▶ _PROBLEM DESCRIPTION_
All lines from the one containing "Trace the roads" to the end of the entries below should be output exactly as they appear. No other lines should be output.

[[ RECORDS SHOWN, beginning ]]

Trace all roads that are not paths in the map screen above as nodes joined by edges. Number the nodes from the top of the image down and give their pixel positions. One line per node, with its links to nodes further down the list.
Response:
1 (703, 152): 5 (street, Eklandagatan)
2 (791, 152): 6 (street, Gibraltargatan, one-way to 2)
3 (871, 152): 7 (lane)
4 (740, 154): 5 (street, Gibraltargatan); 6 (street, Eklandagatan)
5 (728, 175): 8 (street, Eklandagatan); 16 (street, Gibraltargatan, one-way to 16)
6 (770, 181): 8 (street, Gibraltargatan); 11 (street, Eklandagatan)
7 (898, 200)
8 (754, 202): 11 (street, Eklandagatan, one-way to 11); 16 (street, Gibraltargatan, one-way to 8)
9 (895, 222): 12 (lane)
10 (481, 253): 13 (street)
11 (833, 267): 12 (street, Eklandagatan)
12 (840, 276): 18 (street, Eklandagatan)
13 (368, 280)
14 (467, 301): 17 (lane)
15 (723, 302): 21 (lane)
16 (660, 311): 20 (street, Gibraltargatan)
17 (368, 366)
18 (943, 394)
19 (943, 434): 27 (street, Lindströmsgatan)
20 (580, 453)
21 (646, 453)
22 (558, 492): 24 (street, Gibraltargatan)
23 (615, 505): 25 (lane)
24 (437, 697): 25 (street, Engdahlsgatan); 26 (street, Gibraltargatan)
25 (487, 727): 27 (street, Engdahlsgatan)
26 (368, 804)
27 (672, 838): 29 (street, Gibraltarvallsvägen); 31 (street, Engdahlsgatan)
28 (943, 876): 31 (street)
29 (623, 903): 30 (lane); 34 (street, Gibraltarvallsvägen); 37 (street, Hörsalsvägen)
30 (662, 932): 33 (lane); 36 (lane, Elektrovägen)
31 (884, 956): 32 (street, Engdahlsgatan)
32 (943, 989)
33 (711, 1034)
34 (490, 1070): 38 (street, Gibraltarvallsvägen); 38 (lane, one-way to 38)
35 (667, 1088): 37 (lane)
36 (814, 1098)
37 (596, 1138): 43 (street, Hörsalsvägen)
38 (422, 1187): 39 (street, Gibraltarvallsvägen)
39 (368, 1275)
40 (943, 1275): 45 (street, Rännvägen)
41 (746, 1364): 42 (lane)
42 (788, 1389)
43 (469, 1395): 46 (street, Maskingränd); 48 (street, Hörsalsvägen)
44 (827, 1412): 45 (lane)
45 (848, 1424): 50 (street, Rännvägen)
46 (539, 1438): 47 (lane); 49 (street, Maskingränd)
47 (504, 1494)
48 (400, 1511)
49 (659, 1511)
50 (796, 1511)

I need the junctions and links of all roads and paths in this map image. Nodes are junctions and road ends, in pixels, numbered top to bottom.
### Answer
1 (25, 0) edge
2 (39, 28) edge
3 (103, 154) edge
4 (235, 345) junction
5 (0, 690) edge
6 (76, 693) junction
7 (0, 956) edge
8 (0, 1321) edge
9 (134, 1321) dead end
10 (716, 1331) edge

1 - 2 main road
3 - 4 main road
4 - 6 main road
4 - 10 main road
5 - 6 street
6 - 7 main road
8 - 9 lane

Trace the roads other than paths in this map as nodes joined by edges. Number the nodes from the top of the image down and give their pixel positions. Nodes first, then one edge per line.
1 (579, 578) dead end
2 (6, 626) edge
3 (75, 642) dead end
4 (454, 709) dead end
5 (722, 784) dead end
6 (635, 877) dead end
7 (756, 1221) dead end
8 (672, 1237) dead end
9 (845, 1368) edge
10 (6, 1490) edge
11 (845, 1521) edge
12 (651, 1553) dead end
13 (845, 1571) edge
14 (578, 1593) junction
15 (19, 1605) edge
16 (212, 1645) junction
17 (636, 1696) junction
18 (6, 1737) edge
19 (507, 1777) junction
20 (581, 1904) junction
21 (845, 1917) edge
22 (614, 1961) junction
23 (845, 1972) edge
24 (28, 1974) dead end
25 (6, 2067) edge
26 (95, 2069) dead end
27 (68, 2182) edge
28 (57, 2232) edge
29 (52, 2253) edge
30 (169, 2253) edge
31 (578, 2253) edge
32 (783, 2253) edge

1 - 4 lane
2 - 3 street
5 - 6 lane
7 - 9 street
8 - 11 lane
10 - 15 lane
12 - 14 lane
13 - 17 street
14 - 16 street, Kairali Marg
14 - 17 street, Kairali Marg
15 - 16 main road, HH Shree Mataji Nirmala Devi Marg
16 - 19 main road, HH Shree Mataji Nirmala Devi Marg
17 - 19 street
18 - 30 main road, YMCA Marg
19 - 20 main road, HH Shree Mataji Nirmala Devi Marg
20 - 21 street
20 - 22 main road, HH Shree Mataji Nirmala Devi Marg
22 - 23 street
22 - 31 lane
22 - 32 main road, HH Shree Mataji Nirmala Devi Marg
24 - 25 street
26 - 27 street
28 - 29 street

[[ RECORDS SHOWN, end ]]

▶ _EXERCISE RESULT_
Trace the roads other than paths in this map as nodes joined by edges. Number the nodes from the top of the image down and give their pixel positions. Nodes first, then one edge per line.
1 (579, 578) dead end
2 (6, 626) edge
3 (75, 642) dead end
4 (454, 709) dead end
5 (722, 784) dead end
6 (635, 877) dead end
7 (756, 1221) dead end
8 (672, 1237) dead end
9 (845, 1368) edge
10 (6, 1490) edge
11 (845, 1521) edge
12 (651, 1553) dead end
13 (845, 1571) edge
14 (578, 1593) junction
15 (19, 1605) edge
16 (212, 1645) junction
17 (636, 1696) junction
18 (6, 1737) edge
19 (507, 1777) junction
20 (581, 1904) junction
21 (845, 1917) edge
22 (614, 1961) junction
23 (845, 1972) edge
24 (28, 1974) dead end
25 (6, 2067) edge
26 (95, 2069) dead end
27 (68, 2182) edge
28 (57, 2232) edge
29 (52, 2253) edge
30 (169, 2253) edge
31 (578, 2253) edge
32 (783, 2253) edge

1 - 4 lane
2 - 3 street
5 - 6 lane
7 - 9 street
8 - 11 lane
10 - 15 lane
12 - 14 lane
13 - 17 street
14 - 16 street, Kairali Marg
14 - 17 street, Kairali Marg
15 - 16 main road, HH Shree Mataji Nirmala Devi Marg
16 - 19 main road, HH Shree Mataji Nirmala Devi Marg
17 - 19 street
18 - 30 main road, YMCA Marg
19 - 20 main road, HH Shree Mataji Nirmala Devi Marg
20 - 21 street
20 - 22 main road, HH Shree Mataji Nirmala Devi Marg
22 - 23 street
22 - 31 lane
22 - 32 main road, HH Shree Mataji Nirmala Devi Marg
24 - 25 street
26 - 27 street
28 - 29 street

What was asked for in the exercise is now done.